• [Exercise details]:
Print the entries below again exactly as they stand, but skip any picture.

• [Exercise data]:
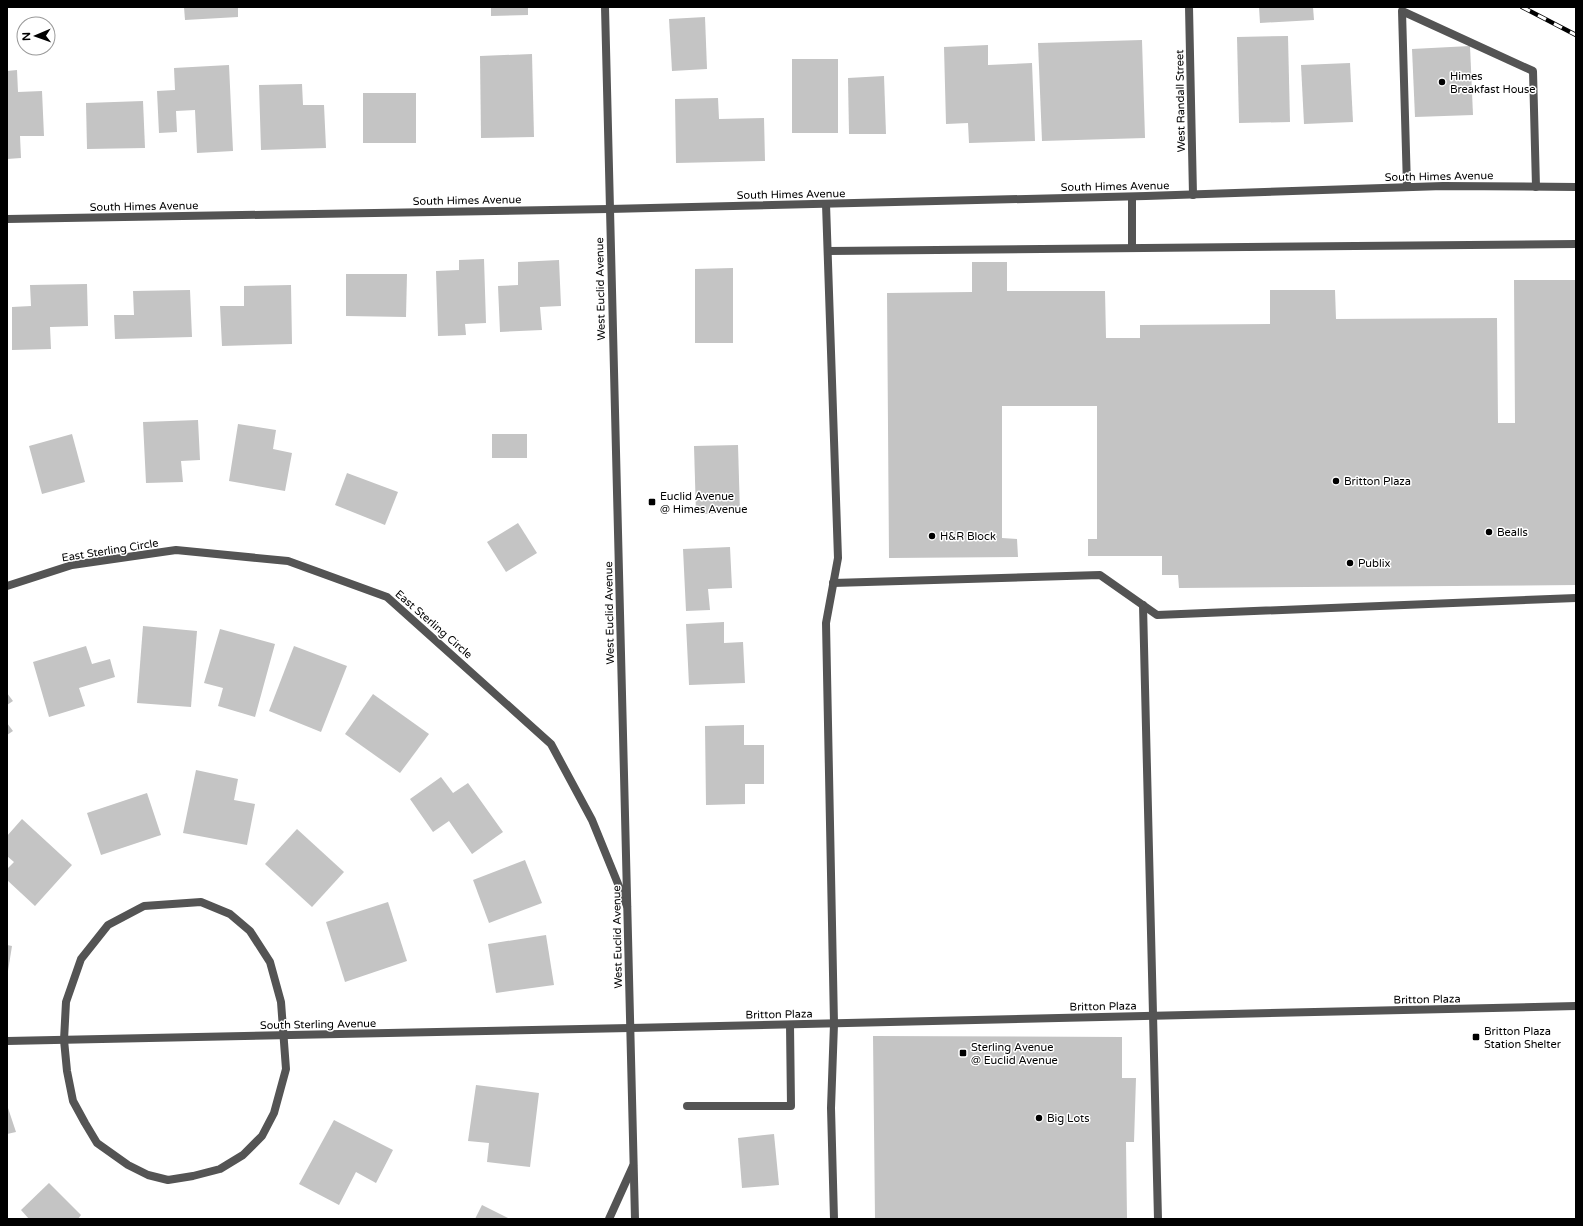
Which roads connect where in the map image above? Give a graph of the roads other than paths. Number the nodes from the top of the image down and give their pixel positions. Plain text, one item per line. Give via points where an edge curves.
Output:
1 (605, 7) edge
2 (1189, 7) edge
3 (1536, 186) junction
4 (1407, 187) junction
5 (1576, 187) edge
6 (1193, 195) junction
7 (1132, 197) junction
8 (826, 204) junction
9 (610, 209) junction
10 (7, 219) edge
11 (1576, 244) edge
12 (1132, 248) junction
13 (828, 251) junction
14 (833, 583) junction
15 (7, 586) edge
16 (1576, 598) edge
17 (1143, 605) junction
18 (627, 908) junction
19 (1576, 1006) edge
20 (1153, 1016) junction
21 (834, 1024) junction
22 (790, 1025) junction
23 (630, 1028) junction
24 (284, 1036) junction
25 (64, 1040) junction
26 (7, 1041) edge
27 (688, 1106) dead end
28 (633, 1166) junction
29 (609, 1219) edge
30 (635, 1219) edge
31 (834, 1219) edge
32 (1158, 1219) edge

1 - 9 street, West Euclid Avenue
2 - 6 street, West Randall Street
3 - 4 street, South Himes Avenue
3 - 4 street via 1533,71 1402,11
3 - 5 street, South Himes Avenue
4 - 6 street, South Himes Avenue
6 - 7 street, South Himes Avenue
7 - 8 street, South Himes Avenue
7 - 12 street
8 - 9 street, South Himes Avenue
8 - 13 street
9 - 10 street, South Himes Avenue
9 - 18 street, West Euclid Avenue
11 - 12 street
12 - 13 street
13 - 14 street via 838,558
14 - 17 street via 1100,575
14 - 21 street via 826,623
15 - 18 street, East Sterling Circle via 72,565 176,550 288,560 386,597 551,744 592,820
16 - 17 street via 1156,615
17 - 20 street
18 - 23 street, West Euclid Avenue
19 - 20 street, Britton Plaza
20 - 21 street, Britton Plaza
20 - 32 street
21 - 22 street, Britton Plaza
21 - 31 street via 831,1108
22 - 23 street, Britton Plaza
22 - 27 street via 791,1106
23 - 24 street, South Sterling Avenue
23 - 28 street, West Euclid Avenue
24 - 25 street, South Sterling Avenue
24 - 25 street via 281,1002 270,962 250,931 230,914 201,902 144,906 108,926 81,959 66,1002
24 - 25 street via 286,1069 274,1113 262,1136 243,1155 220,1169 168,1180 128,1166 97,1143 73,1101
25 - 26 street, South Sterling Avenue
28 - 29 street
28 - 30 street, West Euclid Avenue

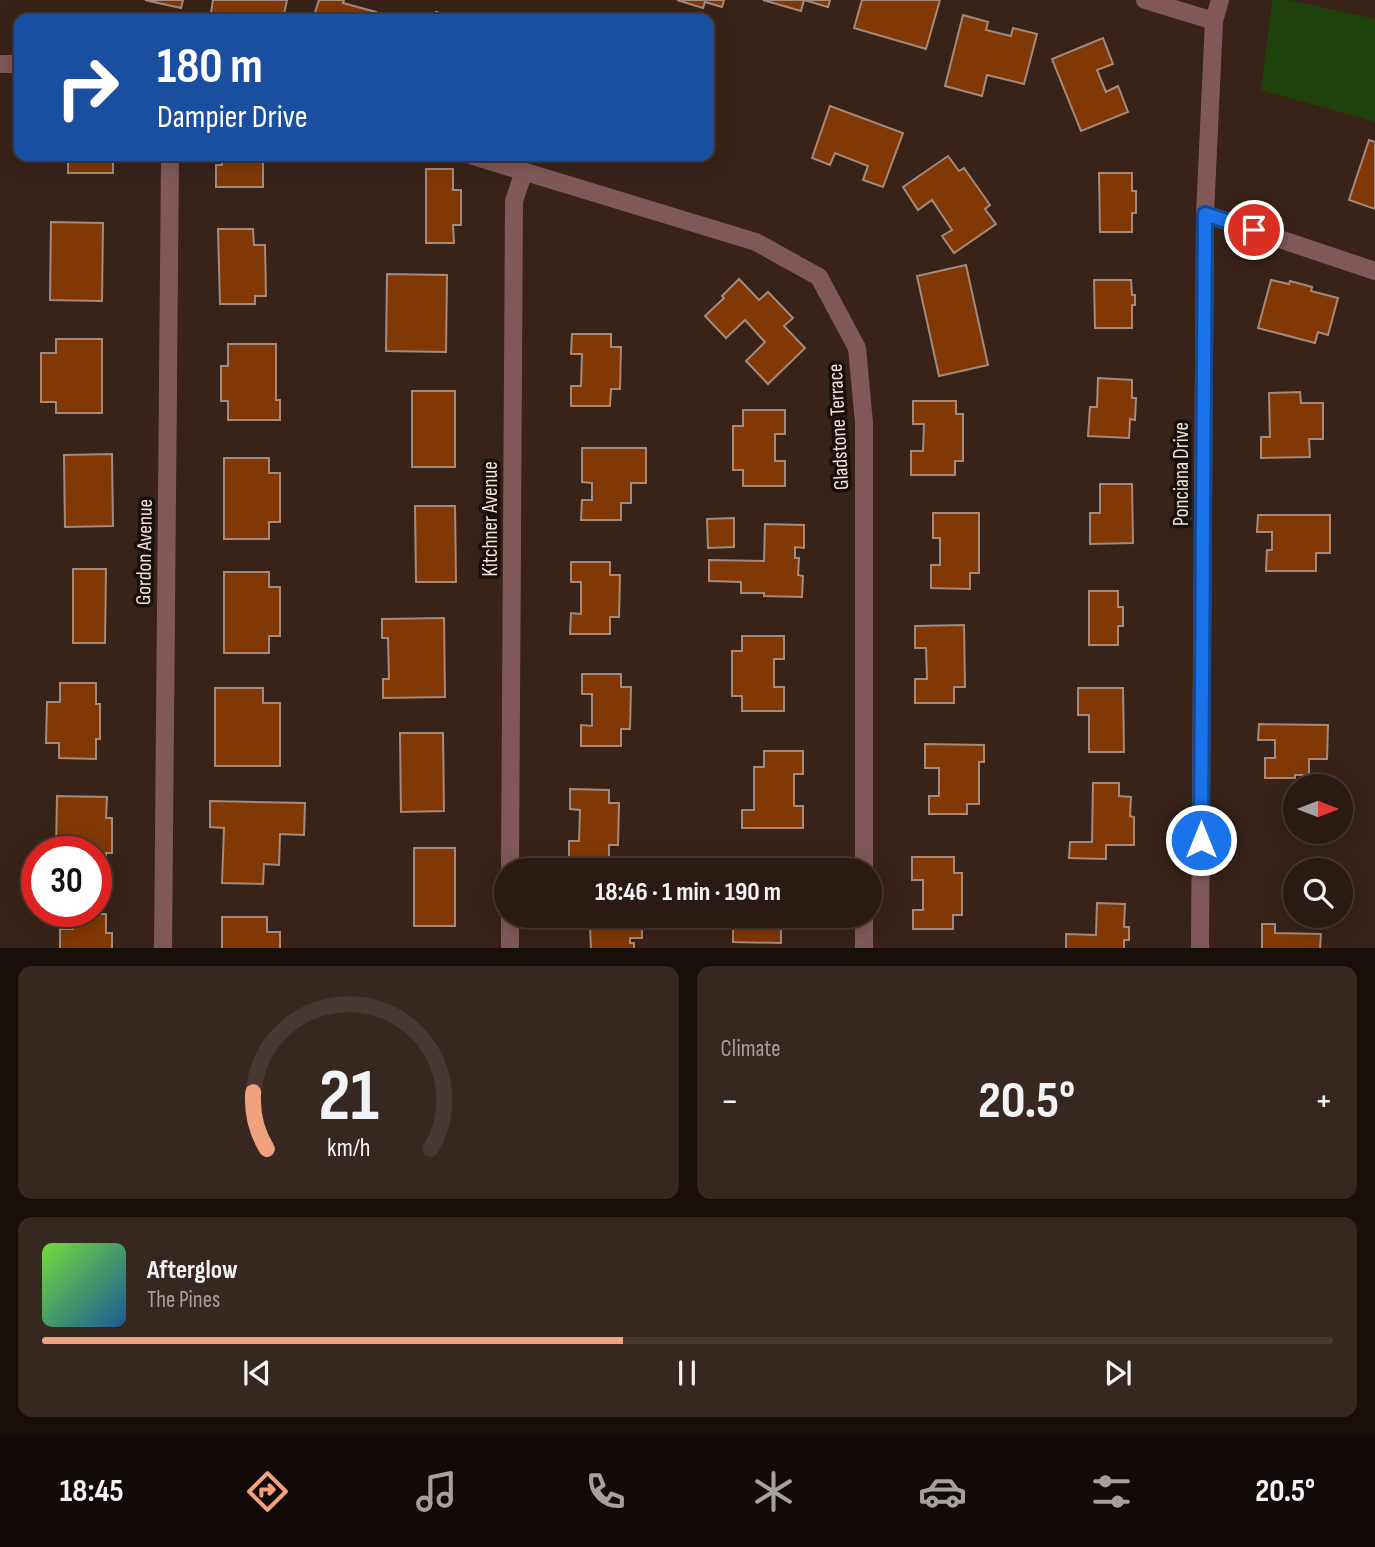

• [Output of the task]:
Which roads connect where in the map image above? Give a graph of the roads other than paths. Number the nodes from the top of the image down and give their pixel positions. Plain text, one item per line. Give via points where an edge curves.
Output:
1 (605, 7) edge
2 (1189, 7) edge
3 (1536, 186) junction
4 (1407, 187) junction
5 (1576, 187) edge
6 (1193, 195) junction
7 (1132, 197) junction
8 (826, 204) junction
9 (610, 209) junction
10 (7, 219) edge
11 (1576, 244) edge
12 (1132, 248) junction
13 (828, 251) junction
14 (833, 583) junction
15 (7, 586) edge
16 (1576, 598) edge
17 (1143, 605) junction
18 (627, 908) junction
19 (1576, 1006) edge
20 (1153, 1016) junction
21 (834, 1024) junction
22 (790, 1025) junction
23 (630, 1028) junction
24 (284, 1036) junction
25 (64, 1040) junction
26 (7, 1041) edge
27 (688, 1106) dead end
28 (633, 1166) junction
29 (609, 1219) edge
30 (635, 1219) edge
31 (834, 1219) edge
32 (1158, 1219) edge

1 - 9 street, West Euclid Avenue
2 - 6 street, West Randall Street
3 - 4 street, South Himes Avenue
3 - 4 street via 1533,71 1402,11
3 - 5 street, South Himes Avenue
4 - 6 street, South Himes Avenue
6 - 7 street, South Himes Avenue
7 - 8 street, South Himes Avenue
7 - 12 street
8 - 9 street, South Himes Avenue
8 - 13 street
9 - 10 street, South Himes Avenue
9 - 18 street, West Euclid Avenue
11 - 12 street
12 - 13 street
13 - 14 street via 838,558
14 - 17 street via 1100,575
14 - 21 street via 826,623
15 - 18 street, East Sterling Circle via 72,565 176,550 288,560 386,597 551,744 592,820
16 - 17 street via 1156,615
17 - 20 street
18 - 23 street, West Euclid Avenue
19 - 20 street, Britton Plaza
20 - 21 street, Britton Plaza
20 - 32 street
21 - 22 street, Britton Plaza
21 - 31 street via 831,1108
22 - 23 street, Britton Plaza
22 - 27 street via 791,1106
23 - 24 street, South Sterling Avenue
23 - 28 street, West Euclid Avenue
24 - 25 street, South Sterling Avenue
24 - 25 street via 281,1002 270,962 250,931 230,914 201,902 144,906 108,926 81,959 66,1002
24 - 25 street via 286,1069 274,1113 262,1136 243,1155 220,1169 168,1180 128,1166 97,1143 73,1101
25 - 26 street, South Sterling Avenue
28 - 29 street
28 - 30 street, West Euclid Avenue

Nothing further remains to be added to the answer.